Тогда Юлиан воскликнул громко, и голос его раздался в тишине ночи, подобно крику смертельной боли:
— Кто же Он? Кто Он? Зачем Он не отвечает, когда мы зовем? Как Его имя? Я хочу знать Его, слышать и видеть! Зачем Он бежит от моей мысли? Где Он?
— Дитя, что значит мысль перед Ним? Ему нет имени: Он таков, что мы умеем сказать лишь то, чем Он не должен быть, а то, что Он есть, мы не знаем. Но разве ты можешь страдать и не хвалить Его? разве ты можешь любить и не хвалить Его? разве ты можешь проклинать и не хвалить Его? Создавший все, сам Он — ничто из всего, что создал. Когда ты говоришь: Его нет, ты воздаешь Ему не меньшую хвалу, чем если молвишь: Он есть.
О Нем ничего нельзя утверждать, ничего-ни бытия, ни сущности, ни жизни, ибо Он выше всякого бытия, выше всякой сущности, выше всякой жизни. Вот почему я сказал, что Он-отрицание мира, отрицание мысли твоей.
Отрекись от сущего, от всего, что есть — и там, в бездне бездн, в глубине несказанного мрака, подобного свету, ты найдешь Его. Отдай Ему и друзей, и родных, и отчизну, и небо, и землю, и себя самого, и свой разум. Тогда ты уже не увидишь света, ты сам будешь свет. Ты не скажешь: Он и Я; ты почувствуешь, что Он и Ты-одно.
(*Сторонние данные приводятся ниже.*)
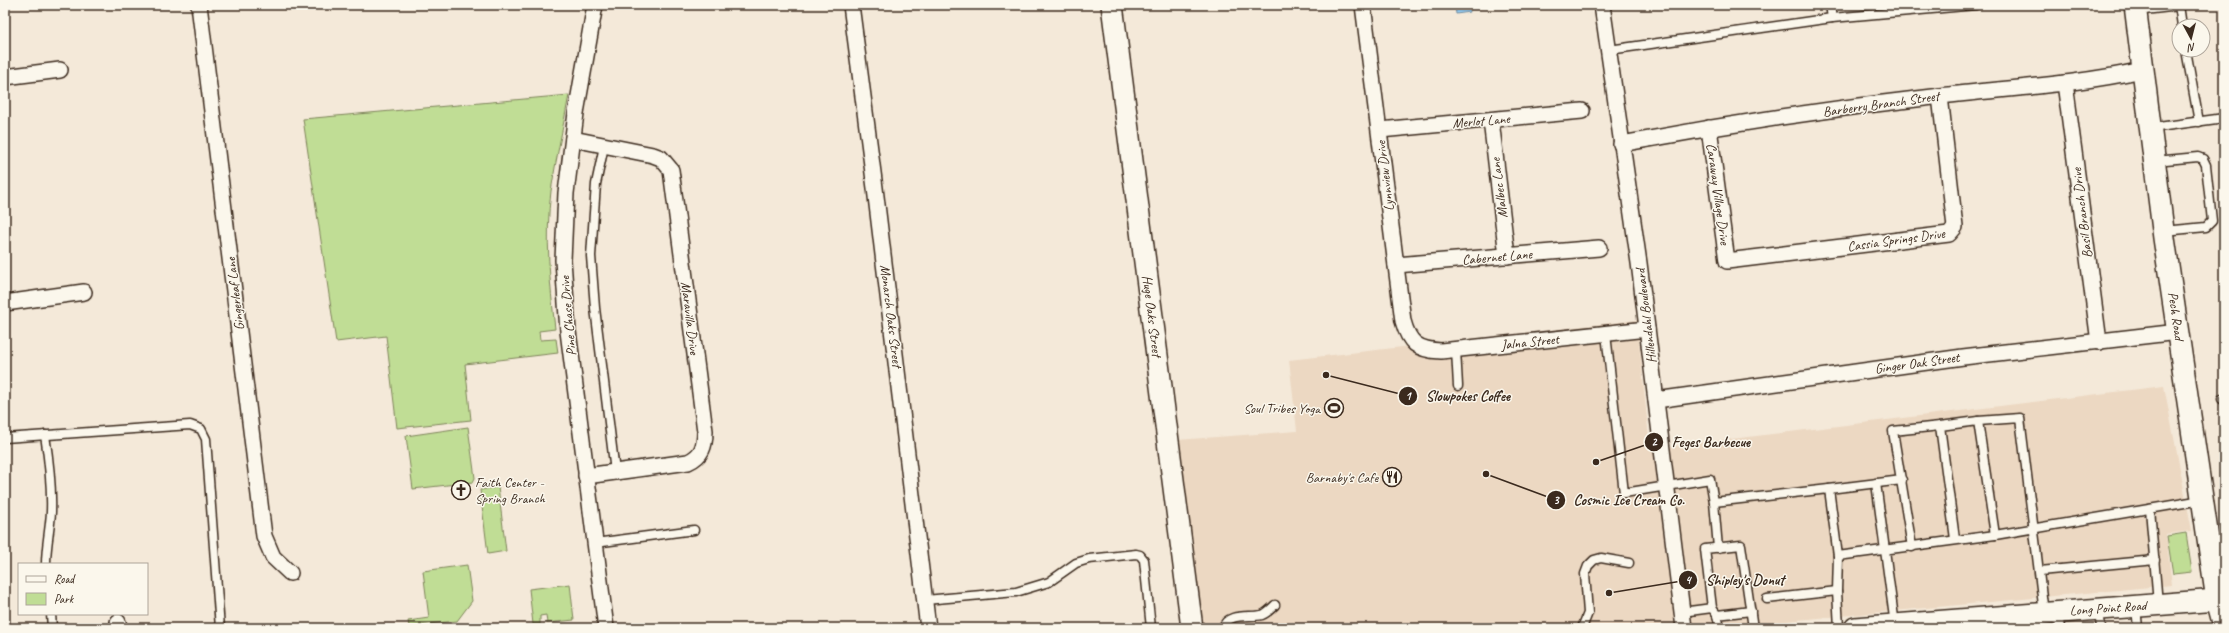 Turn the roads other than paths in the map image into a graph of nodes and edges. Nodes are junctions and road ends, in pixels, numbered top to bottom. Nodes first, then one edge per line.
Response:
1 (200, 5) edge
2 (596, 5) edge
3 (851, 5) edge
4 (1112, 5) edge
5 (1363, 5) edge
6 (1602, 5) edge
7 (1830, 5) edge
8 (1976, 5) edge
9 (2179, 6) edge
10 (2135, 8) edge
11 (1832, 18) junction
12 (2181, 18) edge
13 (1609, 50) junction
14 (2187, 58) edge
15 (60, 70) dead end
16 (2142, 70) junction
17 (5, 77) edge
18 (2065, 83) junction
19 (1940, 96) junction
20 (1582, 111) dead end
21 (2224, 118) edge
22 (1491, 120) junction
23 (2199, 122) junction
24 (1709, 128) junction
25 (2150, 129) junction
26 (1380, 130) junction
27 (573, 139) junction
28 (1621, 144) junction
29 (604, 146) junction
30 (2155, 161) junction
31 (2164, 231) junction
32 (1598, 248) dead end
33 (1507, 256) junction
34 (1727, 262) joint
35 (1396, 265) junction
36 (84, 292) dead end
37 (5, 302) edge
38 (1647, 329) junction
39 (2178, 332) junction
40 (1606, 334) junction
41 (2098, 342) junction
42 (1414, 344) joint
43 (1456, 350) junction
44 (1458, 386) dead end
45 (1656, 400) junction
46 (1978, 422) junction
47 (1940, 426) junction
48 (45, 435) junction
49 (5, 438) edge
50 (615, 472) junction
51 (586, 476) junction
52 (1902, 480) junction
53 (1876, 483) junction
54 (1667, 486) junction
55 (1829, 489) junction
56 (2203, 500) junction
57 (1714, 502) junction
58 (2150, 509) junction
59 (2035, 527) junction
60 (694, 530) dead end
61 (1996, 534) junction
62 (1955, 539) junction
63 (595, 543) junction
64 (1912, 547) junction
65 (1718, 548) junction
66 (1886, 549) junction
67 (1838, 556) junction
68 (2155, 560) junction
69 (46, 563) edge
70 (1629, 563) dead end
71 (2040, 571) junction
72 (290, 573) dead end
73 (1837, 591) junction
74 (1767, 599) dead end
75 (925, 600) junction
76 (2222, 600) edge
77 (1275, 605) dead end
78 (2158, 605) junction
79 (2136, 606) junction
80 (1712, 608) junction
81 (1751, 611) junction
82 (1682, 612) junction
83 (50, 615) edge
84 (1717, 615) junction
85 (2054, 617) edge
86 (2100, 618) edge
87 (1978, 623) edge
88 (1936, 624) edge
89 (1896, 626) edge
90 (2224, 626) edge
91 (52, 628) edge
92 (220, 628) edge
93 (606, 628) edge
94 (928, 628) edge
95 (1151, 628) edge
96 (1192, 628) edge
97 (1223, 628) edge
98 (1582, 628) edge
99 (1684, 628) edge
100 (1720, 628) edge
101 (1753, 628) edge
102 (1839, 628) edge
103 (1857, 628) edge
104 (2138, 628) edge

1 - 72 street, Gingerleaf Lane
2 - 27 street, Pine Chase Drive
3 - 75 street, Monarch Oaks Street
4 - 96 street, Huge Oaks Street
5 - 26 street, Lynnview Drive
6 - 13 street, Hillendahl Boulevard
7 - 11 lane
8 - 11 lane
9 - 10 lane
9 - 12 lane
10 - 16 street, Pech Road
11 - 13 lane
13 - 28 street, Hillendahl Boulevard
14 - 23 lane
15 - 17 street
16 - 18 street, Barberry Branch Street
16 - 25 street, Pech Road
18 - 19 street, Barberry Branch Street
18 - 41 street, Basil Branch Drive
19 - 24 street, Barberry Branch Street
19 - 34 street, Cassia Springs Drive
20 - 22 street, Merlot Lane
21 - 23 lane
22 - 26 street, Merlot Lane
22 - 33 street, Malbec Lane
23 - 25 lane
24 - 28 street, Barberry Branch Street
24 - 34 street, Caraway Village Drive
25 - 30 street, Pech Road
26 - 35 street, Lynnview Drive
27 - 29 street, Maravilla Drive
27 - 51 street, Pine Chase Drive
28 - 38 street, Hillendahl Boulevard
29 - 50 lane
29 - 50 street, Maravilla Drive
30 - 31 street, Pech Road
30 - 31 lane
31 - 39 street, Pech Road
32 - 33 street, Cabernet Lane
33 - 35 street, Cabernet Lane
35 - 42 street, Lynnview Drive
36 - 37 street
38 - 40 street, Jalna Street
38 - 45 street, Hillendahl Boulevard
39 - 41 street, Ginger Oak Street
39 - 56 street, Pech Road
40 - 43 street, Jalna Street
40 - 54 lane
41 - 45 street, Ginger Oak Street
42 - 43 street, Jalna Street
43 - 44 lane
45 - 54 street, Hillendahl Boulevard
46 - 47 lane
46 - 59 lane
46 - 61 lane
47 - 52 lane
47 - 62 lane
48 - 49 lane
48 - 69 lane
48 - 92 lane
50 - 51 street, Maravilla Drive
51 - 63 street, Pine Chase Drive
52 - 53 lane
52 - 64 lane
53 - 55 lane
53 - 66 lane
54 - 57 lane
54 - 82 street, Hillendahl Boulevard
55 - 57 lane
55 - 67 lane
56 - 58 lane
56 - 76 street, Pech Road
57 - 65 lane
58 - 59 lane
58 - 68 lane
59 - 61 lane
59 - 71 lane
60 - 63 lane
61 - 62 lane
62 - 64 lane
63 - 93 street, Pine Chase Drive
64 - 66 lane
65 - 80 lane
65 - 81 lane
66 - 67 lane
66 - 89 lane
67 - 73 lane
68 - 71 lane
68 - 78 lane
70 - 98 lane
71 - 85 lane
73 - 74 lane
73 - 102 lane
75 - 94 street, Monarch Oaks Street
75 - 95 lane
76 - 78 street, Long Point Road
76 - 90 street, Pech Road
77 - 97 lane
78 - 79 street, Long Point Road
79 - 86 street, Long Point Road
79 - 104 lane
80 - 82 lane
80 - 84 lane
81 - 84 lane
81 - 101 lane
82 - 99 street, Hillendahl Boulevard
83 - 91 lane
84 - 100 lane
85 - 86 street, Long Point Road
85 - 87 street, Long Point Road
87 - 88 street, Long Point Road
88 - 89 street, Long Point Road
89 - 103 street, Long Point Road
И душа твоя посмеется над собственным телом, как над призраком. Тогда— молчание; тогда не будет слов. И если мир в это мгновение рушится, ты будешь рад, потому что зачем тебе мир, когда ты останешься с Ним? Душа твоя не будет желать, потому что Он не желает, она не будет жить, потому что Он выше жизни, она не будет мыслить, потому что Он выше мысли. Мысль есть искание света, а Он не ищет света, потому что сам Он — Свет. Он проникает всю душу и претворяет ее в Себя. И тогда, бесстрастная, одинокая, покоится она выше разума, выше добродетели, выше царства идей, выше красоты — в бездне, в лоне Отца Светов. Душа становится Богом, или, лучше сказать, только вспоминает, что во веки веков она была, и есть, и будет Богом…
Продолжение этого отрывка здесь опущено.